Collected data entries:
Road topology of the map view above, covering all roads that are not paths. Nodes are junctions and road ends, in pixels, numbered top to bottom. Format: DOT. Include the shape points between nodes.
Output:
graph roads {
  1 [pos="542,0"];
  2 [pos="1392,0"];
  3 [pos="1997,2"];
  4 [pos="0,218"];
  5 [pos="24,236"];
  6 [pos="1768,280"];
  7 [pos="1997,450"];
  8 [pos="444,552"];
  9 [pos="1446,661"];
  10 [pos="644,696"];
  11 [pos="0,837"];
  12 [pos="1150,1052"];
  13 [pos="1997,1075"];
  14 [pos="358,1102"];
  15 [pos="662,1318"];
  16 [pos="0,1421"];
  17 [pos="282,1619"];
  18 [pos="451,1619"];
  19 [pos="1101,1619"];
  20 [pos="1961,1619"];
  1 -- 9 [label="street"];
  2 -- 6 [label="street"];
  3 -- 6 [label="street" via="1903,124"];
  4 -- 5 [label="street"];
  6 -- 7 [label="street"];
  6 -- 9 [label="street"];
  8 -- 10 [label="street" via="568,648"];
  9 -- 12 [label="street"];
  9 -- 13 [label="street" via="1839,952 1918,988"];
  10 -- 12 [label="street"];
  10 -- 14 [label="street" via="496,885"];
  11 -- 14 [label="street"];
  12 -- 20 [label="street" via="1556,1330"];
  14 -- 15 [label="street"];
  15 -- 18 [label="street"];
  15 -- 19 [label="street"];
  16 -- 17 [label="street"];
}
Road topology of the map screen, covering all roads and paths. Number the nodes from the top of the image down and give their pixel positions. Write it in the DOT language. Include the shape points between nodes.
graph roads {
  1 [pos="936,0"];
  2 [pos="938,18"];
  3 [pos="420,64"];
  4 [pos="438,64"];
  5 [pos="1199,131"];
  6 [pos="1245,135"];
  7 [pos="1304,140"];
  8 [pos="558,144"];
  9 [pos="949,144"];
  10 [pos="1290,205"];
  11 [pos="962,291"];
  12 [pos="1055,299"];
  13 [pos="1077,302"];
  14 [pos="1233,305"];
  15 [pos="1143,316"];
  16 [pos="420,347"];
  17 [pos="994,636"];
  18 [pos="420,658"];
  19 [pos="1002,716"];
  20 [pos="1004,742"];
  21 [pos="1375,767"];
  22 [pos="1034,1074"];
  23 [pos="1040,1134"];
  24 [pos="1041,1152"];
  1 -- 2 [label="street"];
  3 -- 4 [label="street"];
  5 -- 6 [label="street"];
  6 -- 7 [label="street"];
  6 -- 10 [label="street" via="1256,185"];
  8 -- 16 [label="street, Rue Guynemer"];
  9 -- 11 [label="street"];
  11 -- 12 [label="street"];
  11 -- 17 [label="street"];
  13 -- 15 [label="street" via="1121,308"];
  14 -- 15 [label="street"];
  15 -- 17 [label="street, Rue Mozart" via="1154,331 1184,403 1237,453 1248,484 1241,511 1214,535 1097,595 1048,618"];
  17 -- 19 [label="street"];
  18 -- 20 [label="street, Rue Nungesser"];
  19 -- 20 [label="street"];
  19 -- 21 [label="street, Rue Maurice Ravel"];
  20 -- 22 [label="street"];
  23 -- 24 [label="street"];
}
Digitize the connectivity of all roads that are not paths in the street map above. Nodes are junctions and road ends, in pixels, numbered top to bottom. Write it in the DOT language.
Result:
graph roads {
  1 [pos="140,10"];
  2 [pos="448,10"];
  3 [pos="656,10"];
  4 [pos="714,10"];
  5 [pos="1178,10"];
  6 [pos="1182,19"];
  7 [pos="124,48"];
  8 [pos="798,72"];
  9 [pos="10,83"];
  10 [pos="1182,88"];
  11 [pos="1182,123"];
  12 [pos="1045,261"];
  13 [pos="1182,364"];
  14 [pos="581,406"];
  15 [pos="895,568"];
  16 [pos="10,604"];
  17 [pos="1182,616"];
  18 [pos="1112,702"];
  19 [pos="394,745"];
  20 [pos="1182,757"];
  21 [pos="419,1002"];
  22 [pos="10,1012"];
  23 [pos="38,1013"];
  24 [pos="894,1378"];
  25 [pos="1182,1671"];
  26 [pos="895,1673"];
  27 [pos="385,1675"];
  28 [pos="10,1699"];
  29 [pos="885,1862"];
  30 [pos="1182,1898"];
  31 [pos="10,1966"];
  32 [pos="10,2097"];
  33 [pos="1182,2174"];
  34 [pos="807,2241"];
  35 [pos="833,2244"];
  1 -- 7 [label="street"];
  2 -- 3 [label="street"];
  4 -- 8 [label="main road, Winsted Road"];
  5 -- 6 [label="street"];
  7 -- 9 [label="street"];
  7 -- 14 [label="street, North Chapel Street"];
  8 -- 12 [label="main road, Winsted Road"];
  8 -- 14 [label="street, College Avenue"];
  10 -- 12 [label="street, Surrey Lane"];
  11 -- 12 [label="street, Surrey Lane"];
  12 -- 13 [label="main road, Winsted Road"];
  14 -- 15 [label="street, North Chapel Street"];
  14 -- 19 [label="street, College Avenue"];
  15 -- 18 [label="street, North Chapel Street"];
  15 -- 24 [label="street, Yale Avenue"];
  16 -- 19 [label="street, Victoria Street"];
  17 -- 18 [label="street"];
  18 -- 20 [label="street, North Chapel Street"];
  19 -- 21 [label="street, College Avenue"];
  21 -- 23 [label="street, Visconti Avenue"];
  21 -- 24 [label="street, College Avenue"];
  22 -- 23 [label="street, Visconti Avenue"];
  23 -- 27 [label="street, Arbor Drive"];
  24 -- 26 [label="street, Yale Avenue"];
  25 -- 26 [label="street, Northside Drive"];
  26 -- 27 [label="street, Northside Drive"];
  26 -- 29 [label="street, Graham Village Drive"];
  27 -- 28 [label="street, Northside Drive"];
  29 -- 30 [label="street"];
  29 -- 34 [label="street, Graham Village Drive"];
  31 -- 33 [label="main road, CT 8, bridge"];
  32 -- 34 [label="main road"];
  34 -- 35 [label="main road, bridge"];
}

Work to complete. State the count of lines in the data holding the word "Winsted", adding nothing to it.

Written answer. 3